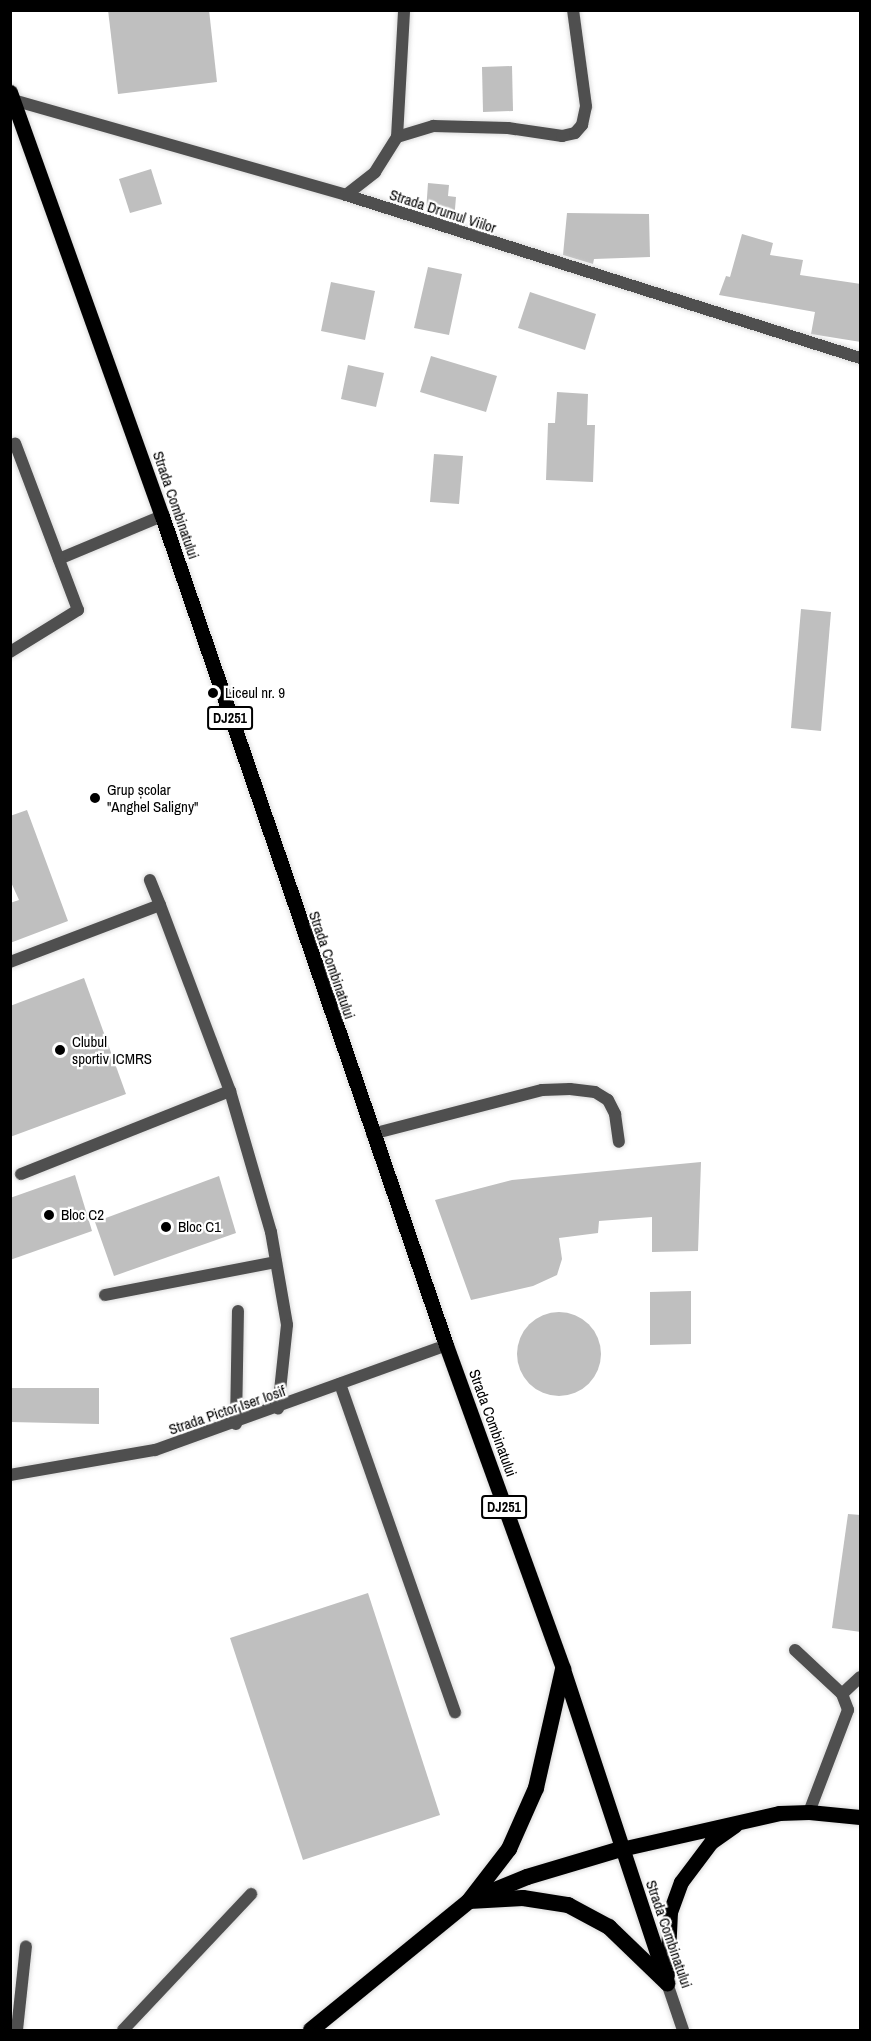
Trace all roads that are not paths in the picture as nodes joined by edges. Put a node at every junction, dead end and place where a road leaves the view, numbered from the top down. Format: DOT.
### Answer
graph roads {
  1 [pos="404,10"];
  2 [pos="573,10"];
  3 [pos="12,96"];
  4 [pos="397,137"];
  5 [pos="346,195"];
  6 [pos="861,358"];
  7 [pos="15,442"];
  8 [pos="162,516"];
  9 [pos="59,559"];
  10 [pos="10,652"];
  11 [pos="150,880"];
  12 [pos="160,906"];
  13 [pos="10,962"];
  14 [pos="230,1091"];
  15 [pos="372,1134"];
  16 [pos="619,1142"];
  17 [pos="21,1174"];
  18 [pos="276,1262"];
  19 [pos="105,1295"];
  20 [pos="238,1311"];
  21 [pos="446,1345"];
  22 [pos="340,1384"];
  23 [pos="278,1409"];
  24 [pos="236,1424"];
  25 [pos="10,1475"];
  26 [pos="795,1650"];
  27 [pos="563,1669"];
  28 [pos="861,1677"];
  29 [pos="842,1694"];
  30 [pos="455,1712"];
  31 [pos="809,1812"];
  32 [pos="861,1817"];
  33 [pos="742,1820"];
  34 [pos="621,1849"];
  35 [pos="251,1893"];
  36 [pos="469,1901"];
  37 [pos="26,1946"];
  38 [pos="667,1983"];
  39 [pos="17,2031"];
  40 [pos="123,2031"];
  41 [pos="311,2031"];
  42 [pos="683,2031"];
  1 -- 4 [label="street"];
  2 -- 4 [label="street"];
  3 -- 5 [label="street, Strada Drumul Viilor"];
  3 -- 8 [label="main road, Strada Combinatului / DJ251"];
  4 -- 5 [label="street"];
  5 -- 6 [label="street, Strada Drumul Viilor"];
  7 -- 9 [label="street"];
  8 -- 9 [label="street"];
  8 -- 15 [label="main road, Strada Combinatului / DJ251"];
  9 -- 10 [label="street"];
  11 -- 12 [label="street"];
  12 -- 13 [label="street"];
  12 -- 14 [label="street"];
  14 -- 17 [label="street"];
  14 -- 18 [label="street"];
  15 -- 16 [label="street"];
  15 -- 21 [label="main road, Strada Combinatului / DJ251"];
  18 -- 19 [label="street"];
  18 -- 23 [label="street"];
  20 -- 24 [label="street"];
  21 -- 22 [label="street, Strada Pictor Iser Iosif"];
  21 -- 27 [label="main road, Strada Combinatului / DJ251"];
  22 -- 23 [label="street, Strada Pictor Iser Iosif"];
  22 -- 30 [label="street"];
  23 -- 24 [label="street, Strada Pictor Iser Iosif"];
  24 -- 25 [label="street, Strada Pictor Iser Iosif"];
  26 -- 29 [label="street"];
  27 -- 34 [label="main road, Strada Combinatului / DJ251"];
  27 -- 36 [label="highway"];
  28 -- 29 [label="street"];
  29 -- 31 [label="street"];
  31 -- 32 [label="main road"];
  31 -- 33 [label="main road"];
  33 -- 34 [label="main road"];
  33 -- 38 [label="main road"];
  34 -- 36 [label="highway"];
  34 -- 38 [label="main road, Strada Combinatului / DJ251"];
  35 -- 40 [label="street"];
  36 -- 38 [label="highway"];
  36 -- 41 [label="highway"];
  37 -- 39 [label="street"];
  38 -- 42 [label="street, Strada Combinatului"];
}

# The problem
Out of the entries, pull every line that mentions "Iosif".

# Result of this task
  21 -- 22 [label="street, Strada Pictor Iser Iosif"];
  22 -- 23 [label="street, Strada Pictor Iser Iosif"];
  23 -- 24 [label="street, Strada Pictor Iser Iosif"];
  24 -- 25 [label="street, Strada Pictor Iser Iosif"];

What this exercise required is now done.